__Your task__: Look below. Copy each line that has "blur" in it.

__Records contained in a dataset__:
_ _ _ _

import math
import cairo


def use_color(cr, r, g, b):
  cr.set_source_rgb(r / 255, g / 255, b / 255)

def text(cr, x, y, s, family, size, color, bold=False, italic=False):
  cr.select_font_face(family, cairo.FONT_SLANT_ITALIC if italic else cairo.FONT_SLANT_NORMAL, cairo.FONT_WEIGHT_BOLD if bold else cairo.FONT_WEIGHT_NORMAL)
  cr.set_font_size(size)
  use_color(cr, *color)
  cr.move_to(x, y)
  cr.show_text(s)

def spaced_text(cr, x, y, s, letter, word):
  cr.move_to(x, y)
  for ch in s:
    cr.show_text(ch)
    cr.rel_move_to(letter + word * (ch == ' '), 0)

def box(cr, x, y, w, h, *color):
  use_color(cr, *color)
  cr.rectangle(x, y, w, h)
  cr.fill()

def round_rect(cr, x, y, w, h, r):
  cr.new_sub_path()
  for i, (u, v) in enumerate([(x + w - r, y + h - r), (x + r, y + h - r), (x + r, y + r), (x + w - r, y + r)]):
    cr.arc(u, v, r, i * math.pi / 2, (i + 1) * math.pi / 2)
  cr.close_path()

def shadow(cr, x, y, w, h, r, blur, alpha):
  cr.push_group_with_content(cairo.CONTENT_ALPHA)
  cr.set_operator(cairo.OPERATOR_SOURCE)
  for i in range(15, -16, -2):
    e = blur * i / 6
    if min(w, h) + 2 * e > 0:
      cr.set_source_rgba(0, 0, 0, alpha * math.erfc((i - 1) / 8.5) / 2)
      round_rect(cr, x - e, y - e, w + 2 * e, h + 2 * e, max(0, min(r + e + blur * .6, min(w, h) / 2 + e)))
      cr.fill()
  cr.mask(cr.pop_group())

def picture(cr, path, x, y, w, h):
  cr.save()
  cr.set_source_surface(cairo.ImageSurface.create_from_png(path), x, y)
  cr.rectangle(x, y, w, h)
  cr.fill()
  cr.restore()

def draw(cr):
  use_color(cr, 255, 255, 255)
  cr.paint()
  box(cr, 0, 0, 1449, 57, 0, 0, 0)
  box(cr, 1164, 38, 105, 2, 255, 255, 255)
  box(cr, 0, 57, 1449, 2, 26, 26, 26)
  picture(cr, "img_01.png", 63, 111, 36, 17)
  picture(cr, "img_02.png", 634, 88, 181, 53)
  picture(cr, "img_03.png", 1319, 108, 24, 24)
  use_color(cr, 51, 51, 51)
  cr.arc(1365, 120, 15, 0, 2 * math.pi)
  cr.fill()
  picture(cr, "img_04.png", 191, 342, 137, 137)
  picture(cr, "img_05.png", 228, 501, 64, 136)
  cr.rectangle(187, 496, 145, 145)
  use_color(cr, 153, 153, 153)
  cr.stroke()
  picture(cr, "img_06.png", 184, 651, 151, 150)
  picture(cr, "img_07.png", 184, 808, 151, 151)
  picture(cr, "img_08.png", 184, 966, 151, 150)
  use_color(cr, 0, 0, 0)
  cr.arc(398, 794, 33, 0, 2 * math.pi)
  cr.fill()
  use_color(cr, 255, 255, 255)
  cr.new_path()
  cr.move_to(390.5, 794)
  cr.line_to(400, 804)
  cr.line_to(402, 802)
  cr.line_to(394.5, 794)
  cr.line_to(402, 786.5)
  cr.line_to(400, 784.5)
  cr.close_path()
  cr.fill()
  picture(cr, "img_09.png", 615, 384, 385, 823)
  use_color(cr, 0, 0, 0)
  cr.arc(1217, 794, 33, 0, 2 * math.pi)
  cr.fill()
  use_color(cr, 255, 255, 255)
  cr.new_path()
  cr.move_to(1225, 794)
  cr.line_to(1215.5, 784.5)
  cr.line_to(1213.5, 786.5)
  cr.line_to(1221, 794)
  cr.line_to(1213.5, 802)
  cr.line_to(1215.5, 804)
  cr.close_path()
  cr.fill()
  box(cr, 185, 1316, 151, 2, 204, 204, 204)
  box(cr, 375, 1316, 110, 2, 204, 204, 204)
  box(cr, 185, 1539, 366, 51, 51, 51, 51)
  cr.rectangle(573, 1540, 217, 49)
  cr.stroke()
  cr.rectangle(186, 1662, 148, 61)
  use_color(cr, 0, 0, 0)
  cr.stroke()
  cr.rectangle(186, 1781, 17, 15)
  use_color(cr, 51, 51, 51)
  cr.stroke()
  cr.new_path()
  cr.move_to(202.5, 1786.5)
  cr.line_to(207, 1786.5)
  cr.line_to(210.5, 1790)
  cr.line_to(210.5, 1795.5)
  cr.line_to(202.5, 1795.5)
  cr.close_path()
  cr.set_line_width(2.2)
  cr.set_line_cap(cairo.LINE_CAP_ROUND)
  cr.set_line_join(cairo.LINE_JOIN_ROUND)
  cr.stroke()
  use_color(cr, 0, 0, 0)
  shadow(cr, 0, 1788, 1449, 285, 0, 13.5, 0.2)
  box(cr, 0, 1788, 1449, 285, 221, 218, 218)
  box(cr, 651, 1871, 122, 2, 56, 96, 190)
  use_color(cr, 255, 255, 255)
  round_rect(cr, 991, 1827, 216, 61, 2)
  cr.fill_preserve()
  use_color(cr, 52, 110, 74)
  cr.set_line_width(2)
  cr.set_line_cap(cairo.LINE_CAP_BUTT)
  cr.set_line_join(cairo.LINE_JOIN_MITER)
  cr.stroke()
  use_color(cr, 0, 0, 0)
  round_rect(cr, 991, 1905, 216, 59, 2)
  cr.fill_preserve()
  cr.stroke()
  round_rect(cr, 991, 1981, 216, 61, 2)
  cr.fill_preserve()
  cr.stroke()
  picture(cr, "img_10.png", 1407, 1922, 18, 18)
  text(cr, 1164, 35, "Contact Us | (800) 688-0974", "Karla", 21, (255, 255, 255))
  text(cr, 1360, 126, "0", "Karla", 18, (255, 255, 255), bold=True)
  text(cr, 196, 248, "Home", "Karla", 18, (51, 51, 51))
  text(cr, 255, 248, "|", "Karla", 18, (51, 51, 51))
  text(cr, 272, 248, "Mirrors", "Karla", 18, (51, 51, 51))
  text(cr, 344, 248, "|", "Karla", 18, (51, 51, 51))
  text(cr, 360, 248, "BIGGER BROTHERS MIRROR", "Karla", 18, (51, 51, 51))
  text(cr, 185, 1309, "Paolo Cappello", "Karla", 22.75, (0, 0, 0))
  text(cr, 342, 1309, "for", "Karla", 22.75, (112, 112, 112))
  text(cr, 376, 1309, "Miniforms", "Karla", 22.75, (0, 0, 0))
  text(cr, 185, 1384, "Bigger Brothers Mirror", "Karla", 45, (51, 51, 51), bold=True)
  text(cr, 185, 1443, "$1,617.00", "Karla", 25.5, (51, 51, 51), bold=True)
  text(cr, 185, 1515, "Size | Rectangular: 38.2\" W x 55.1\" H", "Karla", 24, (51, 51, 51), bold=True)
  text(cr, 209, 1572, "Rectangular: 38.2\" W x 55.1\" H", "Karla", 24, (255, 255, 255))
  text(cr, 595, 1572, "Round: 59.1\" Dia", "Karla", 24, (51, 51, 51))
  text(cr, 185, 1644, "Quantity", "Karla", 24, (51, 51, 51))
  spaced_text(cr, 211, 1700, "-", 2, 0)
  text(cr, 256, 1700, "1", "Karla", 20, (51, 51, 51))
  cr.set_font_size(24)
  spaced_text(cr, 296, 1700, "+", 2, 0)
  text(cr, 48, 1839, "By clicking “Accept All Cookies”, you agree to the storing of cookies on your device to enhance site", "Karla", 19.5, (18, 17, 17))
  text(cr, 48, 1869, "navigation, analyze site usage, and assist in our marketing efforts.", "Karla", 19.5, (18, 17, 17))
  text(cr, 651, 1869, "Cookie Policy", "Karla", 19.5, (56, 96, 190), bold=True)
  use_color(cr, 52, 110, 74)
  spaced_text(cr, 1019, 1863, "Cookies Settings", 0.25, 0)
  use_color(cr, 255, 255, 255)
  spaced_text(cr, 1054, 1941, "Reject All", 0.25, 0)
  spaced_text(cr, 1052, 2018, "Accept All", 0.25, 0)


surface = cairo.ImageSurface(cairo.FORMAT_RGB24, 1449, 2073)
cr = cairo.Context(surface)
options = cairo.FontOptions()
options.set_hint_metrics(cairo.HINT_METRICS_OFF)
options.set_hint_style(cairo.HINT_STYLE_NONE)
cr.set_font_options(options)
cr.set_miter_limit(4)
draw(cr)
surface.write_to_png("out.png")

_ _ _ _

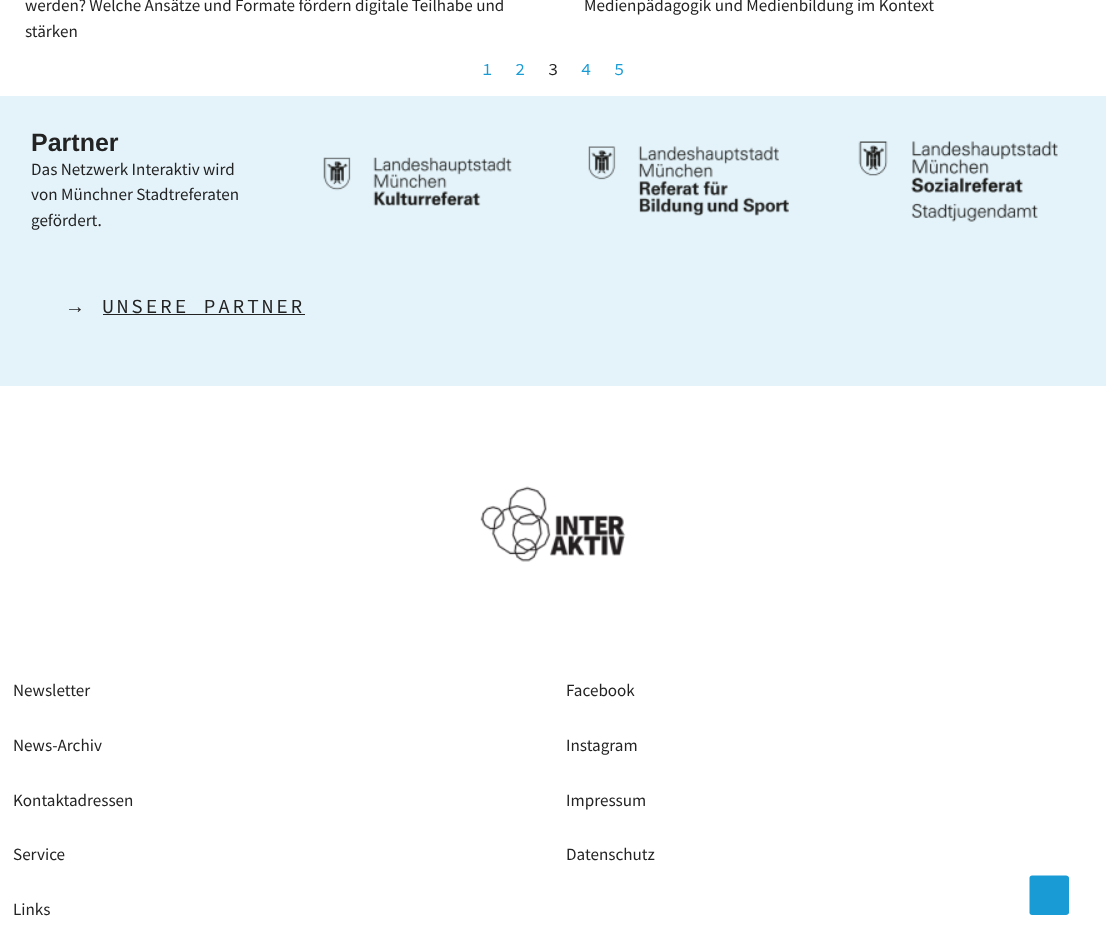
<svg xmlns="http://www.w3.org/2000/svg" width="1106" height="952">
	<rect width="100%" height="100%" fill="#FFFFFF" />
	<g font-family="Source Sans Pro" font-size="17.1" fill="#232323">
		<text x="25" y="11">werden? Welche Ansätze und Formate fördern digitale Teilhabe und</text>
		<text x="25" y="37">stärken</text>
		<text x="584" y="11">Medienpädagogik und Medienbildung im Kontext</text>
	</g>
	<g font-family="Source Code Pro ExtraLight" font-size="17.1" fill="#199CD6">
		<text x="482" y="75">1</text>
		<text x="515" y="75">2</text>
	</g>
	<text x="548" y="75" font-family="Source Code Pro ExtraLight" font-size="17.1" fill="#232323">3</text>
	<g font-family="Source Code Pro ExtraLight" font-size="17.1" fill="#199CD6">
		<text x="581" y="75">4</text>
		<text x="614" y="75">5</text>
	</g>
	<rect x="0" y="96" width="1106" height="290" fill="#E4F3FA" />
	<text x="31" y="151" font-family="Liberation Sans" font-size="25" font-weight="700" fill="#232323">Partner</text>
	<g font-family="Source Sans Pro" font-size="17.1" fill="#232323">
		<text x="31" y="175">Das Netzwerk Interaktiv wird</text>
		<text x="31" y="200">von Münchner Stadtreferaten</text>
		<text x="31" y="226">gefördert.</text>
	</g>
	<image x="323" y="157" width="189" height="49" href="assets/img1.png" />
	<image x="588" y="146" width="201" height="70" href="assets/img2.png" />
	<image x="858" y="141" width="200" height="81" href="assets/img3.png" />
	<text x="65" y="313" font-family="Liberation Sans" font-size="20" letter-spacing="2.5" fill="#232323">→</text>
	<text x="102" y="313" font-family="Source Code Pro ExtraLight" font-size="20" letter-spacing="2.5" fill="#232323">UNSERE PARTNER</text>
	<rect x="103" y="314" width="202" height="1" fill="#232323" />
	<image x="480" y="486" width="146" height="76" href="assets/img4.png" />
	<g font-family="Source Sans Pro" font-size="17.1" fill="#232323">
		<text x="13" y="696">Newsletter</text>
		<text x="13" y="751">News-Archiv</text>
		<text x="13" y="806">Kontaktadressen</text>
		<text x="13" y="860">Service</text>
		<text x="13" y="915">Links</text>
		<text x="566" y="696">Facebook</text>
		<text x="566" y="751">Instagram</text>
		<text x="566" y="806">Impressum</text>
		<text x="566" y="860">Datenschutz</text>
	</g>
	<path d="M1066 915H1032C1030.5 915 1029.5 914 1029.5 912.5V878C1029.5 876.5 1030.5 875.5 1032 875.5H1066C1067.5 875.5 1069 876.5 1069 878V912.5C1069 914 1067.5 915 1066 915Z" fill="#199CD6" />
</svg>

_ _ _ _

__Task answer__:
def shadow(cr, x, y, w, h, r, blur, alpha):
    e = blur * i / 6
      round_rect(cr, x - e, y - e, w + 2 * e, h + 2 * e, max(0, min(r + e + blur * .6, min(w, h) / 2 + e)))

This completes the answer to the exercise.